===== SUPPLIED RECORDS
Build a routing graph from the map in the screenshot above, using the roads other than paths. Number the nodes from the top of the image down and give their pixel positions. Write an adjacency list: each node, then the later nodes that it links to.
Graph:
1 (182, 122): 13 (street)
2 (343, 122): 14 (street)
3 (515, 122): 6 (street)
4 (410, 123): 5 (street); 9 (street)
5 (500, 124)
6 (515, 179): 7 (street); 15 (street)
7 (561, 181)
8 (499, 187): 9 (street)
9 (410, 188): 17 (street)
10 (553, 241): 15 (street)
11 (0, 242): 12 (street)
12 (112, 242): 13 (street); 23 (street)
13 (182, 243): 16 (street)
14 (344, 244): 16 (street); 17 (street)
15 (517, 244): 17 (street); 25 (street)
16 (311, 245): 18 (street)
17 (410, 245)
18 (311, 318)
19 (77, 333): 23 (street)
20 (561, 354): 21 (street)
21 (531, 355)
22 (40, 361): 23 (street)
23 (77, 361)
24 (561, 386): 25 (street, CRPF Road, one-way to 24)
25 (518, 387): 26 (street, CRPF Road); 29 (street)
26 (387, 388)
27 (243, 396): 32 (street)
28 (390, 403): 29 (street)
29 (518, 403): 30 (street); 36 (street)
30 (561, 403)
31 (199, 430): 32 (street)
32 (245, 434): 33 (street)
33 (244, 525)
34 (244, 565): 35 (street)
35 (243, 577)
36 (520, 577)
==========
===== SUPPLIED RECORDS
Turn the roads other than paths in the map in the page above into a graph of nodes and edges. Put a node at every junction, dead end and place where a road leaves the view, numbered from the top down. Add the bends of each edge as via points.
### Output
==========
• TO DO:
Would you show every line in the data above that contains the string "paths"?

• RESPONSE TO THE EXERCISE:
Build a routing graph from the map in the screenshot above, using the roads other than paths. Number the nodes from the top of the image down and give their pixel positions. Write an adjacency list: each node, then the later nodes that it links to.
Turn the roads other than paths in the map in the page above into a graph of nodes and edges. Put a node at every junction, dead end and place where a road leaves the view, numbered from the top down. Add the bends of each edge as via points.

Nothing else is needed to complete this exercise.